I calculated a confusion matrix for my classifier using the method confusion_matrix() from the sklearn package. The diagonal elements of the confusion matrix represent the number of points for which the predicted label is equal to the true label, while off-diagonal elements are those that are mislabeled by the classifier.
I would like to normalize my confusion matrix so that it contains only numbers between 0 and 1. I would like to read the percentage of correctly classified samples from the matrix.
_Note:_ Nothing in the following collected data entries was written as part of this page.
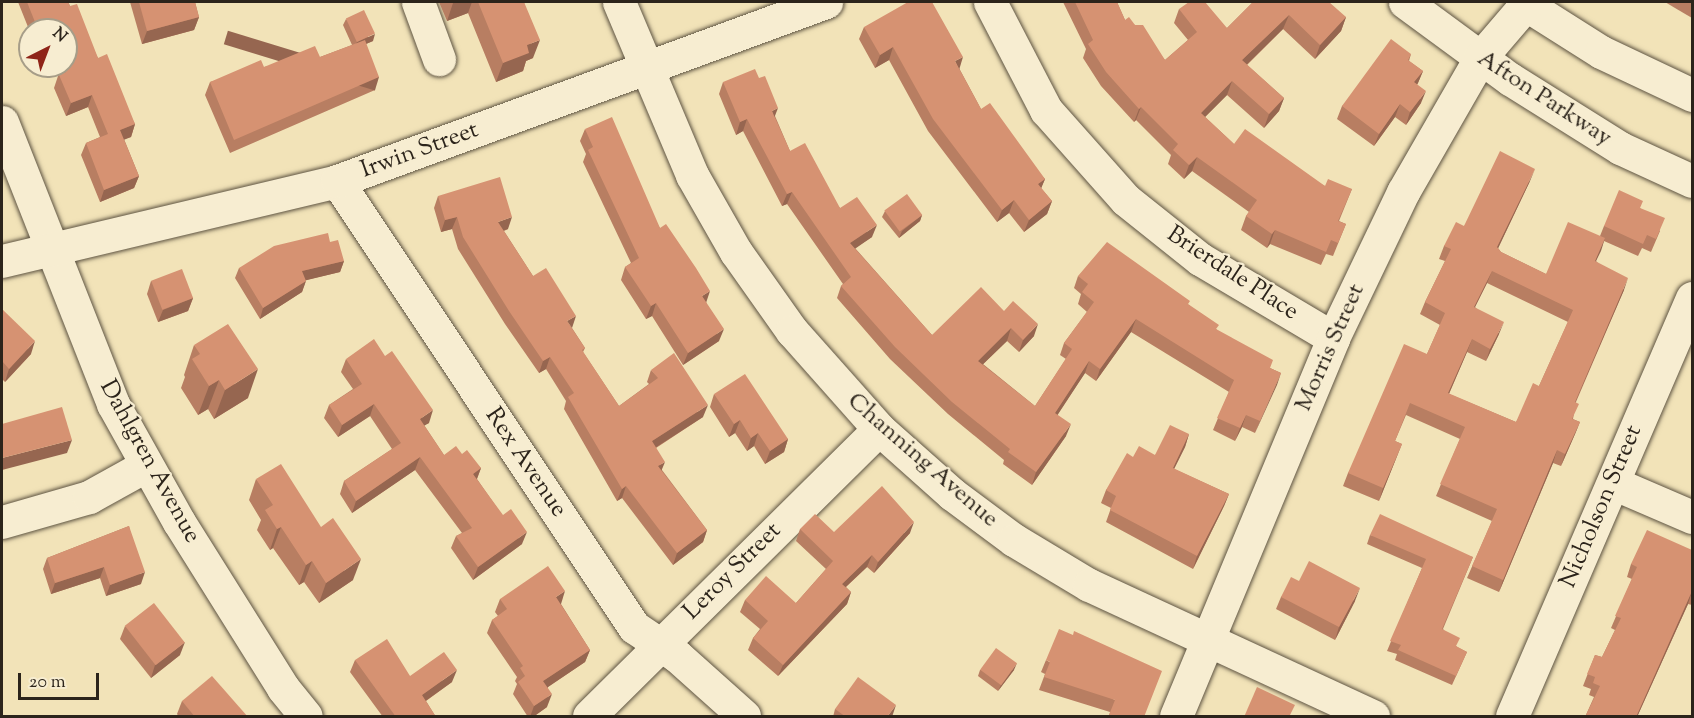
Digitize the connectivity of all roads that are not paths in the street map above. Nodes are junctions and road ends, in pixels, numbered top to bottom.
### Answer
1 (418, 2) edge
2 (619, 2) edge
3 (826, 2) edge
4 (990, 2) edge
5 (1405, 2) edge
6 (1525, 2) edge
7 (1480, 58) junction
8 (439, 59) dead end
9 (648, 69) junction
10 (1692, 95) edge
11 (2, 122) edge
12 (337, 181) junction
13 (1692, 181) edge
14 (50, 249) junction
15 (2, 261) edge
16 (1692, 298) edge
17 (1333, 338) junction
18 (879, 429) junction
19 (145, 466) junction
20 (1613, 483) junction
21 (1692, 517) edge
22 (2, 522) edge
23 (1207, 640) junction
24 (659, 645) junction
25 (306, 717) edge
26 (589, 717) edge
27 (744, 717) edge
28 (1176, 717) edge
29 (1373, 717) edge
30 (1512, 717) edge

1 - 8 street
2 - 9 street, Channing Avenue
3 - 9 street, Irwin Street
4 - 17 street, Brierdale Place
5 - 7 street, Afton Parkway
6 - 7 street, Morris Street
6 - 10 street
7 - 13 street, Afton Parkway
7 - 17 street, Morris Street
9 - 12 street, Irwin Street
9 - 18 street, Channing Avenue
11 - 14 street, Dahlgren Avenue
12 - 14 street, Irwin Street
12 - 24 street, Rex Avenue
14 - 15 street, Irwin Street
14 - 19 street, Dahlgren Avenue
16 - 20 street, Nicholson Street
17 - 23 street, Morris Street
18 - 23 street, Channing Avenue
18 - 24 street, Leroy Street
19 - 22 street
19 - 25 street, Dahlgren Avenue
20 - 21 street
20 - 30 street, Nicholson Street
23 - 28 street, Morris Street
23 - 29 street, Channing Avenue
24 - 26 street, Leroy Street
24 - 27 street, Rex Avenue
I found several methods how to normalize a matrix (row and column normalization) but I don't know much about maths and am not sure if this is the correct approach. Can someone help please?
Suppose that
>>> y_true = [0, 0, 1, 1, 2, 0, 1]
>>> y_pred = [0, 1, 0, 1, 2, 2, 1]
>>> C = confusion_matrix(y_true, y_pred)
>>> C
array([[1, 1, 1],
[1, 2, 0],
[0, 0, 1]])
Then, to find out how many samples per class have received their correct label, you need
>>> C / C.astype(np.float).sum(axis=1)
array([[ 0.33333333, 0.33333333, 1. ],
[ 0.33333333, 0.66666667, 0. ],
[ 0. , 0. , 1. ]])
The diagonal contains the required values. Another way to compute these is to realize that what you're computing is the recall per class:
>>> from sklearn.metrics import precision_recall_fscore_support
>>> _, recall, _, _ = precision_recall_fscore_support(y_true, y_pred)
>>> recall
array([ 0.33333333, 0.66666667, 1. ])
Similarly, if you divide by the sum over axis=0
, you get the precision (fraction of class-k
predictions that have ground truth label k
):
>>> C / C.astype(np.float).sum(axis=0)
array([[ 0.5 , 0.33333333, 0.5 ],
[ 0.5 , 0.66666667, 0. ],
[ 0. , 0. , 0.5 ]])
>>> prec, _, _, _ = precision_recall_fscore_support(y_true, y_pred)
>>> prec
array([ 0.5 , 0.66666667, 0.5 ])